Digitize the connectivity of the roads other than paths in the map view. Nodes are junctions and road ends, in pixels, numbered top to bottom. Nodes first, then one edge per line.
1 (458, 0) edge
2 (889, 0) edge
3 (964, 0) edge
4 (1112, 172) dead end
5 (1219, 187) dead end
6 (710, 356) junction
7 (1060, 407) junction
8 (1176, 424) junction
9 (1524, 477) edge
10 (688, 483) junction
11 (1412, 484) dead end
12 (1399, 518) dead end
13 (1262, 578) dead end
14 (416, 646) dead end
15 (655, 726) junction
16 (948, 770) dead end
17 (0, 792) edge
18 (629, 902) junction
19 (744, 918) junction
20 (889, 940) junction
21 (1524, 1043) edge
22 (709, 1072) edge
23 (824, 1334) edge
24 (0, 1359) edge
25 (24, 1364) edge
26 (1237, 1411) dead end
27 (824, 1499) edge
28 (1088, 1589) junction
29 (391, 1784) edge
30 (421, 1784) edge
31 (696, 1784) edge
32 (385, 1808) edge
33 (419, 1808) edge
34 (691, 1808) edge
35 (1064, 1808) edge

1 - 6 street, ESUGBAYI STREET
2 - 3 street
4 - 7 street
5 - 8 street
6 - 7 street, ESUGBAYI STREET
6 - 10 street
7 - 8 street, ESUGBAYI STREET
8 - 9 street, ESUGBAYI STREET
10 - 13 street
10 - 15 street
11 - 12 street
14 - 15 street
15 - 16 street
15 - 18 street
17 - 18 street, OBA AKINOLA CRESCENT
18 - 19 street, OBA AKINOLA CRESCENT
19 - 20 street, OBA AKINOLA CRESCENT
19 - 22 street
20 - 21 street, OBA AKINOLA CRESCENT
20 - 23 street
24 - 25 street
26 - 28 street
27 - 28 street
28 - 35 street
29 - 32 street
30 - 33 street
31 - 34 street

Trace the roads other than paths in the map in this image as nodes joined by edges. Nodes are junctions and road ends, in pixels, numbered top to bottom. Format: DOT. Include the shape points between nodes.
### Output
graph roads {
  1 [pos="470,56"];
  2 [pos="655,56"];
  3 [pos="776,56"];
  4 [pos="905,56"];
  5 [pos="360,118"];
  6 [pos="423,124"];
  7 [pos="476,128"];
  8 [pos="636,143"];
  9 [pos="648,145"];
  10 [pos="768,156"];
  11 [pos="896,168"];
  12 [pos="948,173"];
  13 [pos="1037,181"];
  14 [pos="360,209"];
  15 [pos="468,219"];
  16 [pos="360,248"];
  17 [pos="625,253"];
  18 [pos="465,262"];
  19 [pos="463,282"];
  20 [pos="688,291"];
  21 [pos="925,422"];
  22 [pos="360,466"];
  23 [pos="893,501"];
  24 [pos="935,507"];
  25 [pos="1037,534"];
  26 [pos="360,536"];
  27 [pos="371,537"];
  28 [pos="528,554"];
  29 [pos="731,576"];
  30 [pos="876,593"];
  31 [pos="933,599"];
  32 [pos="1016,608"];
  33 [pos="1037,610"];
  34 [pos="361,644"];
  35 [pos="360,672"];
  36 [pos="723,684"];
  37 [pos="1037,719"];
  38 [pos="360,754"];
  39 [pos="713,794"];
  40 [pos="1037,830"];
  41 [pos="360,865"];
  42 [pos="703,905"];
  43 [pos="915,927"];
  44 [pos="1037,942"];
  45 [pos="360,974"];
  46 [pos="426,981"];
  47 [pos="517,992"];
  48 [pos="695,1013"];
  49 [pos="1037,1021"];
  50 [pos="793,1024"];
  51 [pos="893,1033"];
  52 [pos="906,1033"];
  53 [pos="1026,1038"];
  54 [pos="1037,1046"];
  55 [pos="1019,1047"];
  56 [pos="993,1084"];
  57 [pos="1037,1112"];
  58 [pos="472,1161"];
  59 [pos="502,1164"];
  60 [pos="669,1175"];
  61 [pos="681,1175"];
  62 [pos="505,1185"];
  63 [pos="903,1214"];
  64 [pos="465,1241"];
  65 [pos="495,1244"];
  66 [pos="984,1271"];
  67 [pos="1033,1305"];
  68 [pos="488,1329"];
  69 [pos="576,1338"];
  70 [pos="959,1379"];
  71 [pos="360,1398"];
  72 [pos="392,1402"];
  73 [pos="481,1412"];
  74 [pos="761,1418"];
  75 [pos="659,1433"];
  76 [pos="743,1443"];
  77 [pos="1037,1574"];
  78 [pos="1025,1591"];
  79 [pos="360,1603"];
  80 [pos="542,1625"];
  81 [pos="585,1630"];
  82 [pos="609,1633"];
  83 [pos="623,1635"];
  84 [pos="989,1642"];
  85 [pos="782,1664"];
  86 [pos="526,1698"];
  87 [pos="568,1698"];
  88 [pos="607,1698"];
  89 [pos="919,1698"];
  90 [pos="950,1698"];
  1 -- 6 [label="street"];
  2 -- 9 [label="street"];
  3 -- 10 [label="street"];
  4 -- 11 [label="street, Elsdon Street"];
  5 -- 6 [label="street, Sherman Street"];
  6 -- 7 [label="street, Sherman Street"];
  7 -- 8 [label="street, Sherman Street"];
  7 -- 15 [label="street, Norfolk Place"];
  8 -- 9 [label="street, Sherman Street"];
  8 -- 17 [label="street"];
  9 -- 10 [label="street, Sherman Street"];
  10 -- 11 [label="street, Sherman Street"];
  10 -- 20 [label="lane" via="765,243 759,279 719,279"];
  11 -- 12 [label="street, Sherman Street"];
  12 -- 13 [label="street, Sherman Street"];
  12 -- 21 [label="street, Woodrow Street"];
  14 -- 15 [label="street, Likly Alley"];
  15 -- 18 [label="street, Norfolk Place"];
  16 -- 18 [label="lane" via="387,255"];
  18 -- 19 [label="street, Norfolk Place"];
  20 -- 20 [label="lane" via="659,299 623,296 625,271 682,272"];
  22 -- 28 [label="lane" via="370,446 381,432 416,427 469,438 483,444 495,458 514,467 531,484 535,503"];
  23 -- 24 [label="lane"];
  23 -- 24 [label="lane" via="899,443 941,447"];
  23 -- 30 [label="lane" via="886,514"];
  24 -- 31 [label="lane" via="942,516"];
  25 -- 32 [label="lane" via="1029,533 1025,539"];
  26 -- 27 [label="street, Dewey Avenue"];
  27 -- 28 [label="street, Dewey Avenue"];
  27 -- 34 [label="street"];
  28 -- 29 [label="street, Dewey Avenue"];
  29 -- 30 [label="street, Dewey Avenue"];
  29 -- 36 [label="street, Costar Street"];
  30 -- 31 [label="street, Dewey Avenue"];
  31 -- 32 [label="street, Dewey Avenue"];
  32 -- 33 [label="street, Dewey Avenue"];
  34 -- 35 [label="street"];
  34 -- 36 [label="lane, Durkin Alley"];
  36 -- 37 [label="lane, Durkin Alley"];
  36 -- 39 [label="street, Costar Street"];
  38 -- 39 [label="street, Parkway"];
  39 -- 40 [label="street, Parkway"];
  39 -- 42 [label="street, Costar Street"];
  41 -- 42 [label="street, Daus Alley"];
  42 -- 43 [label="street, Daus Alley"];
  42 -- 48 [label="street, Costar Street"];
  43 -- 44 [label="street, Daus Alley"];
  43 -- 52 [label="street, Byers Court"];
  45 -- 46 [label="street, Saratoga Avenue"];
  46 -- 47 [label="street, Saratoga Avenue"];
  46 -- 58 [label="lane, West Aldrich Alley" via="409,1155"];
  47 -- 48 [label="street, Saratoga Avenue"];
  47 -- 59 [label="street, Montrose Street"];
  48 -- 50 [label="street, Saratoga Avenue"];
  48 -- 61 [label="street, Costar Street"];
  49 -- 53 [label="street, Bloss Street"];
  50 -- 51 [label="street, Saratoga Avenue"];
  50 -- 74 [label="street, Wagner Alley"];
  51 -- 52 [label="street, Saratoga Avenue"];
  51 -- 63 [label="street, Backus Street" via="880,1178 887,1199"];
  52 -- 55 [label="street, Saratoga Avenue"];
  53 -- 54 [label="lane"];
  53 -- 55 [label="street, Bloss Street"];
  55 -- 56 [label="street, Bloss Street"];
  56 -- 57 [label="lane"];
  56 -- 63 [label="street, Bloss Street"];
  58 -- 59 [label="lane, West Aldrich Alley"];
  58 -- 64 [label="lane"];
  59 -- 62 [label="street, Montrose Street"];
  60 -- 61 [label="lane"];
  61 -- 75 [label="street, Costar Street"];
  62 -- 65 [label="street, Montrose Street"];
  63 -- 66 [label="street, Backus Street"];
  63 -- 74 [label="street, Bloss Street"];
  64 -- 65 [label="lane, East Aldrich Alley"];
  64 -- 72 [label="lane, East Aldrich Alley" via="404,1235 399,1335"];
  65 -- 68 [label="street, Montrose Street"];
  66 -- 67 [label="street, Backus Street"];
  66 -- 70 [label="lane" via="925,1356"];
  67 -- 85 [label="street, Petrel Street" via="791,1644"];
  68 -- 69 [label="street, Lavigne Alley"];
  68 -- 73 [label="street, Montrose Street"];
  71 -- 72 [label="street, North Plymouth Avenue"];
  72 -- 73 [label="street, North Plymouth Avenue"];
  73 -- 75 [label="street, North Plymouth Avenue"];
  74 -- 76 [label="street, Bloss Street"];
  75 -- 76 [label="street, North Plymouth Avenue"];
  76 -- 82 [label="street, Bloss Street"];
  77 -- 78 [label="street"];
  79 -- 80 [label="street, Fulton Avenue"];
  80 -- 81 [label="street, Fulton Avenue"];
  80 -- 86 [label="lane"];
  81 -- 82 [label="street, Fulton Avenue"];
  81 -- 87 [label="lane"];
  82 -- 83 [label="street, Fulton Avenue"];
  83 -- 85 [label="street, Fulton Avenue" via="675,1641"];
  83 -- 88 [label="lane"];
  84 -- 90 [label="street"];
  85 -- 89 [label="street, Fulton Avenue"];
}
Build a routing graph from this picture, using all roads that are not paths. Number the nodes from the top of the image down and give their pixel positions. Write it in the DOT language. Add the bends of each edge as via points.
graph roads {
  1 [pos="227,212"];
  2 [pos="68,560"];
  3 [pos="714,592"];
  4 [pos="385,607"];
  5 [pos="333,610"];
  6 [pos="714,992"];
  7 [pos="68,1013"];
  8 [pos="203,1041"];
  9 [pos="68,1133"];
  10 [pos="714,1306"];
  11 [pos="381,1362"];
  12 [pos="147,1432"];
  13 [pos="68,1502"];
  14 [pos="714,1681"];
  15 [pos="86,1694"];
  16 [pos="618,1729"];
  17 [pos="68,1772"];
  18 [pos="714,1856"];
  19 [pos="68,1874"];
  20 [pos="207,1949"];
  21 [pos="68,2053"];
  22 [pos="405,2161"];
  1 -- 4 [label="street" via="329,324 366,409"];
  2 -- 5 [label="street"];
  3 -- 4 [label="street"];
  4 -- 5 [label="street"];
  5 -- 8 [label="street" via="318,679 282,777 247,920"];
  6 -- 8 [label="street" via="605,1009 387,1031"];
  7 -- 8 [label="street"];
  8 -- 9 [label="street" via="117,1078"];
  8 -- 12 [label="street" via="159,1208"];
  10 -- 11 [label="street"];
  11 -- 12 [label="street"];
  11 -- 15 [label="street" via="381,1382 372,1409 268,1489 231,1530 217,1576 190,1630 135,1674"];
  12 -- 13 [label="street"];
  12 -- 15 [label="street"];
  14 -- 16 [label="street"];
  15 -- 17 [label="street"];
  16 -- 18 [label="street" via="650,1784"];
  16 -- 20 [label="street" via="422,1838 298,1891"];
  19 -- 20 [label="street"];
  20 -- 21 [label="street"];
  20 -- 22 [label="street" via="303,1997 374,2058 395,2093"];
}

================================

Considering only the data above, return the lines in which "North" occurs.

- Written solution:
  71 -- 72 [label="street, North Plymouth Avenue"];
  72 -- 73 [label="street, North Plymouth Avenue"];
  73 -- 75 [label="street, North Plymouth Avenue"];
  75 -- 76 [label="street, North Plymouth Avenue"];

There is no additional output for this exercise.